Collected data entries
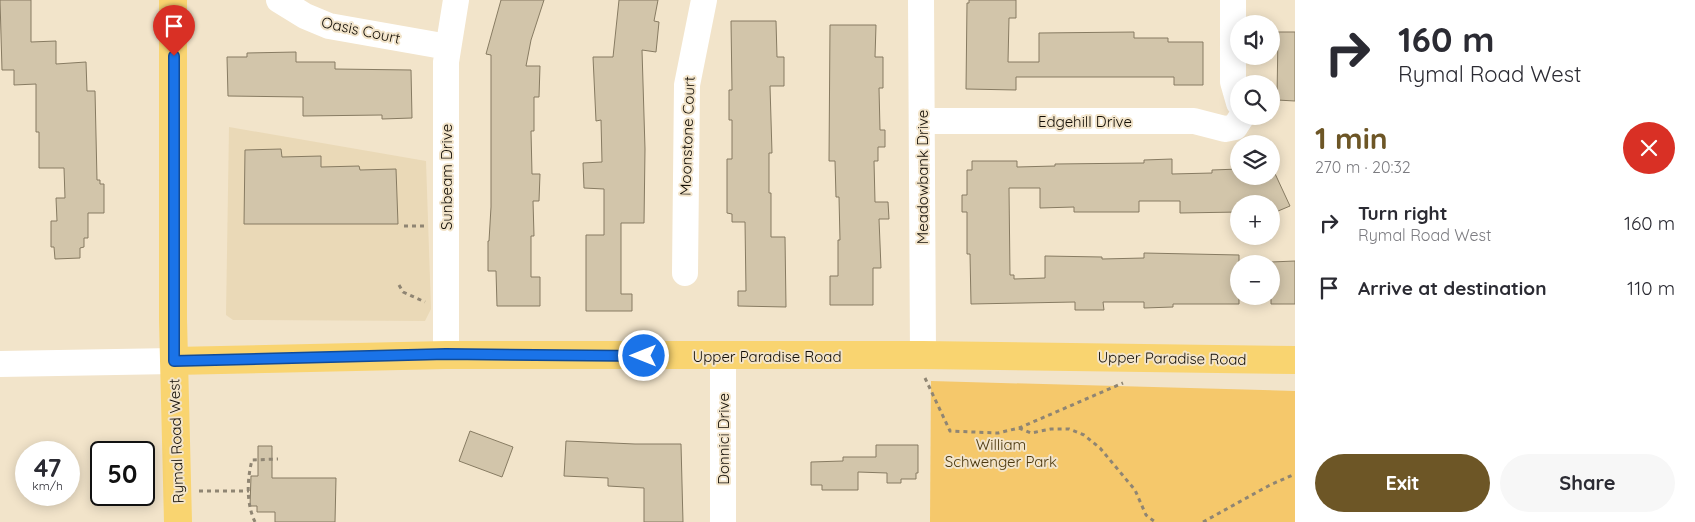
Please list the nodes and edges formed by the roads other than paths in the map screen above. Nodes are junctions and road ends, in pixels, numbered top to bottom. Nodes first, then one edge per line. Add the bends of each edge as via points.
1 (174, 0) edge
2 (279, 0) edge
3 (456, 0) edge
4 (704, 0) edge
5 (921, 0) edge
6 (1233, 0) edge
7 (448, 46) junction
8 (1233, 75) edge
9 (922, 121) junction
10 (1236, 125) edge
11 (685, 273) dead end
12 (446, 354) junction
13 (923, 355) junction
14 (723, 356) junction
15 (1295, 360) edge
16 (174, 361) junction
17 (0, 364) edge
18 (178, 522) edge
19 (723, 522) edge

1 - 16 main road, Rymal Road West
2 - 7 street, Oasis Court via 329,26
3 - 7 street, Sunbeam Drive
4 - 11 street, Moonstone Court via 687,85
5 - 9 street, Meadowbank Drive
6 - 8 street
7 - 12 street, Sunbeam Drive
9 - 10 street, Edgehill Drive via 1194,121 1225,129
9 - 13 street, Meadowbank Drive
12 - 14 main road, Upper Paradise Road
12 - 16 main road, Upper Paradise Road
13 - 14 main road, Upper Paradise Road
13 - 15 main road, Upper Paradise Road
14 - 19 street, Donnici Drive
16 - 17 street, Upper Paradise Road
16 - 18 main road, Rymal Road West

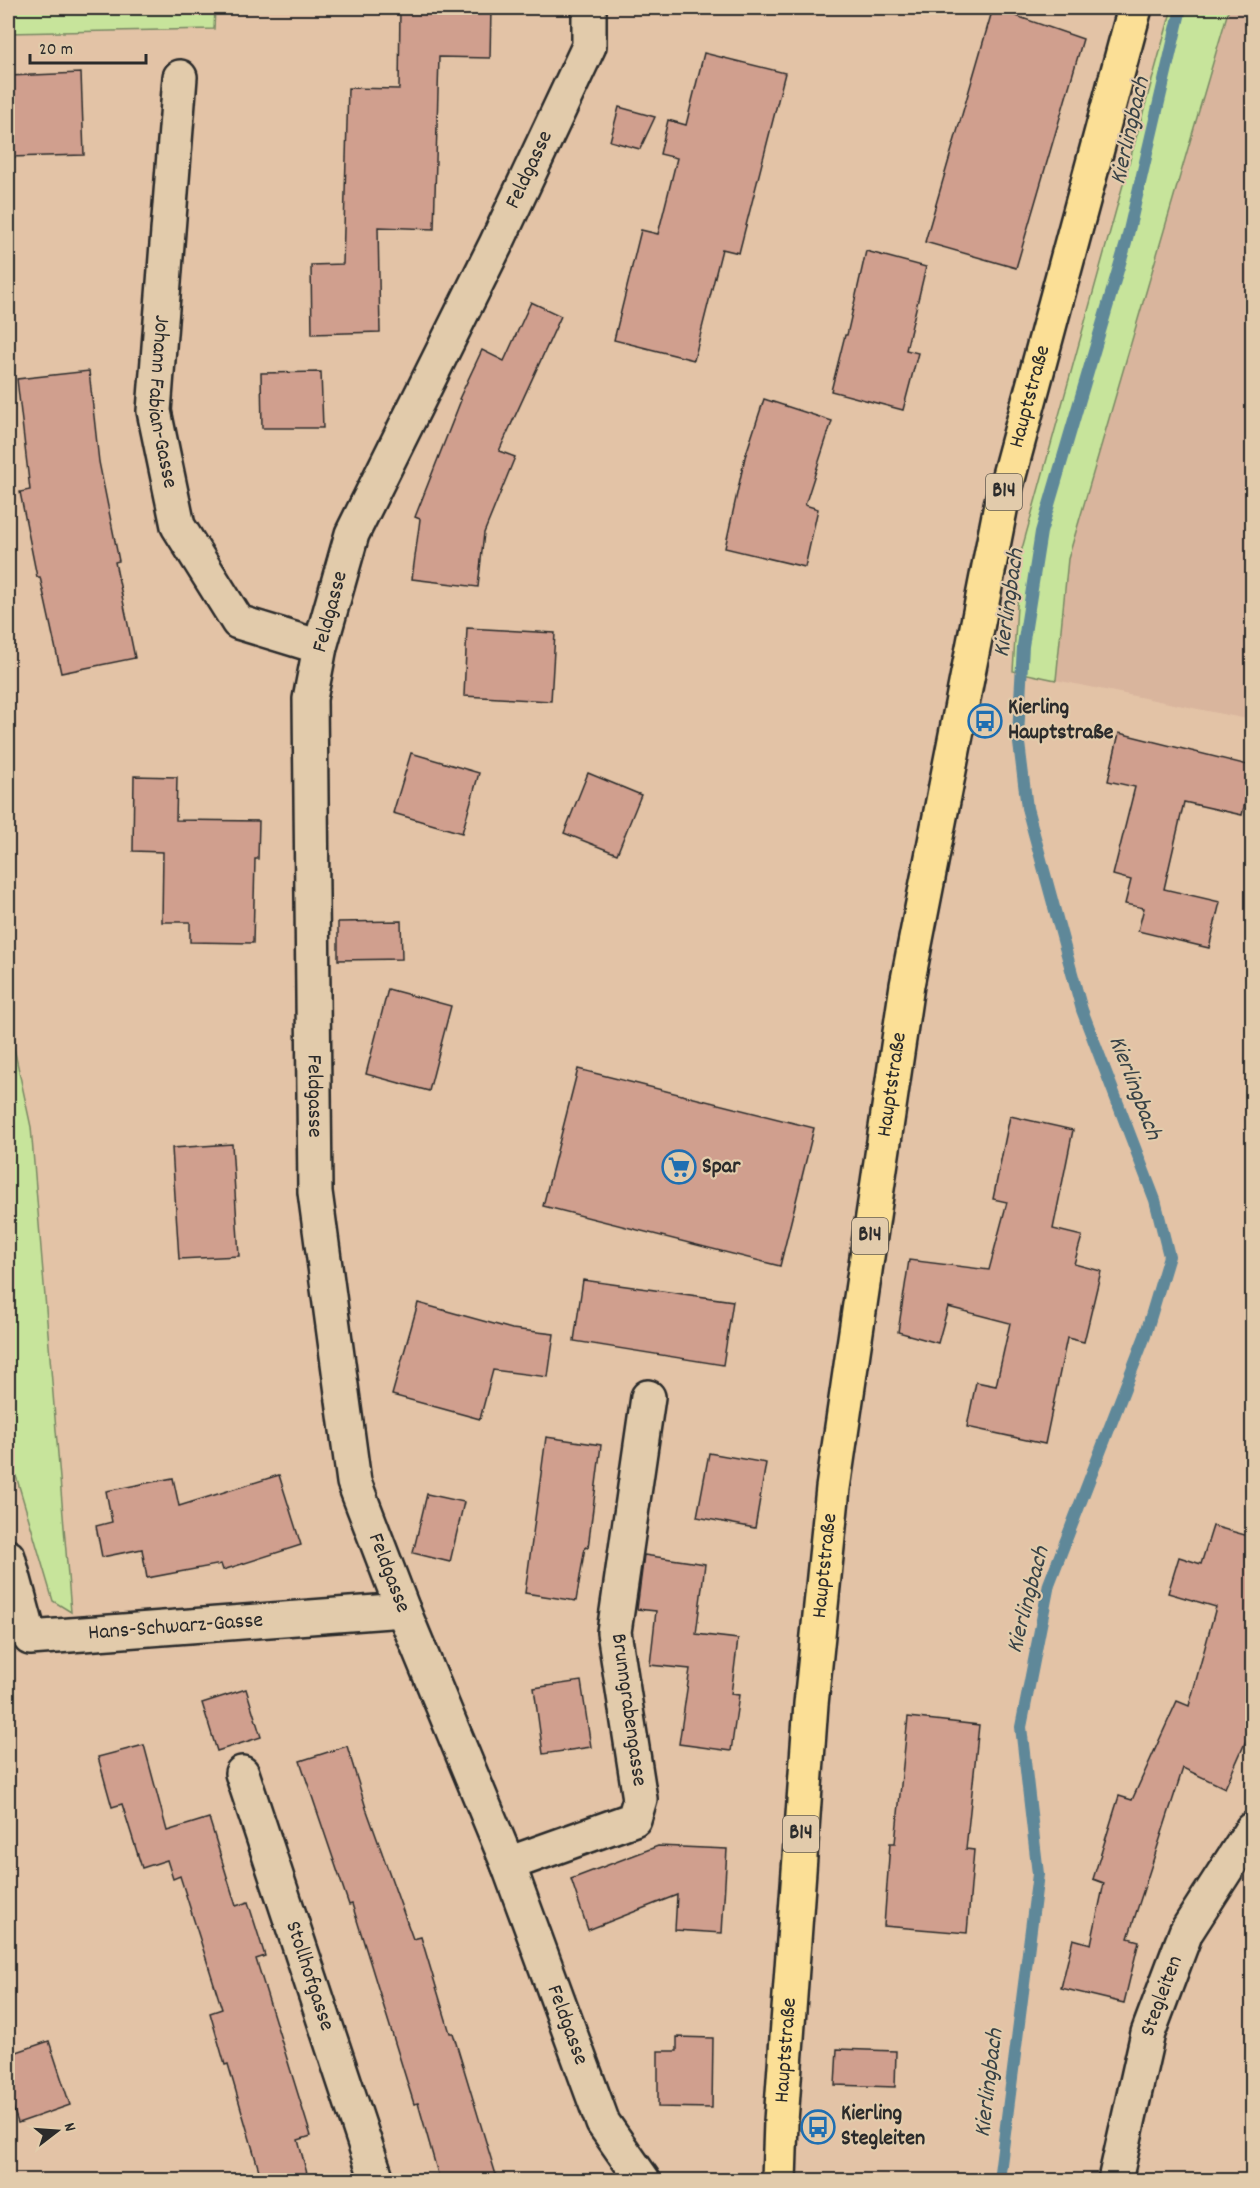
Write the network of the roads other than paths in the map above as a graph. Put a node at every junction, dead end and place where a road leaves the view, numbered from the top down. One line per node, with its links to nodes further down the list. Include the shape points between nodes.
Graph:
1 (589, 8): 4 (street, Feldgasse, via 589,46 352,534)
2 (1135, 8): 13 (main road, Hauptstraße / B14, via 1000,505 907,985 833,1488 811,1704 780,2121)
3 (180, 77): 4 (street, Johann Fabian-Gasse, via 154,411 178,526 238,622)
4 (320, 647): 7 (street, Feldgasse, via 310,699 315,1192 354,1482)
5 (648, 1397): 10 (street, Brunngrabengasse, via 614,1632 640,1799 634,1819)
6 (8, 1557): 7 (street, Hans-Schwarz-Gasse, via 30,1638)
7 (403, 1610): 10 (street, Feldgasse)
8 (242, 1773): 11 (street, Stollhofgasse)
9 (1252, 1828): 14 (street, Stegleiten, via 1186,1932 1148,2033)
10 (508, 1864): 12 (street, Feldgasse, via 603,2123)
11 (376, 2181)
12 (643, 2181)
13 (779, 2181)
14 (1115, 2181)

• Required work:
Omit every picture while transcribing the records above exactly.

• Solution to the problem:
Please list the nodes and edges formed by the roads other than paths in the map screen above. Nodes are junctions and road ends, in pixels, numbered top to bottom. Nodes first, then one edge per line. Add the bends of each edge as via points.
1 (174, 0) edge
2 (279, 0) edge
3 (456, 0) edge
4 (704, 0) edge
5 (921, 0) edge
6 (1233, 0) edge
7 (448, 46) junction
8 (1233, 75) edge
9 (922, 121) junction
10 (1236, 125) edge
11 (685, 273) dead end
12 (446, 354) junction
13 (923, 355) junction
14 (723, 356) junction
15 (1295, 360) edge
16 (174, 361) junction
17 (0, 364) edge
18 (178, 522) edge
19 (723, 522) edge

1 - 16 main road, Rymal Road West
2 - 7 street, Oasis Court via 329,26
3 - 7 street, Sunbeam Drive
4 - 11 street, Moonstone Court via 687,85
5 - 9 street, Meadowbank Drive
6 - 8 street
7 - 12 street, Sunbeam Drive
9 - 10 street, Edgehill Drive via 1194,121 1225,129
9 - 13 street, Meadowbank Drive
12 - 14 main road, Upper Paradise Road
12 - 16 main road, Upper Paradise Road
13 - 14 main road, Upper Paradise Road
13 - 15 main road, Upper Paradise Road
14 - 19 street, Donnici Drive
16 - 17 street, Upper Paradise Road
16 - 18 main road, Rymal Road West

Write the network of the roads other than paths in the map above as a graph. Put a node at every junction, dead end and place where a road leaves the view, numbered from the top down. One line per node, with its links to nodes further down the list. Include the shape points between nodes.
Graph:
1 (589, 8): 4 (street, Feldgasse, via 589,46 352,534)
2 (1135, 8): 13 (main road, Hauptstraße / B14, via 1000,505 907,985 833,1488 811,1704 780,2121)
3 (180, 77): 4 (street, Johann Fabian-Gasse, via 154,411 178,526 238,622)
4 (320, 647): 7 (street, Feldgasse, via 310,699 315,1192 354,1482)
5 (648, 1397): 10 (street, Brunngrabengasse, via 614,1632 640,1799 634,1819)
6 (8, 1557): 7 (street, Hans-Schwarz-Gasse, via 30,1638)
7 (403, 1610): 10 (street, Feldgasse)
8 (242, 1773): 11 (street, Stollhofgasse)
9 (1252, 1828): 14 (street, Stegleiten, via 1186,1932 1148,2033)
10 (508, 1864): 12 (street, Feldgasse, via 603,2123)
11 (376, 2181)
12 (643, 2181)
13 (779, 2181)
14 (1115, 2181)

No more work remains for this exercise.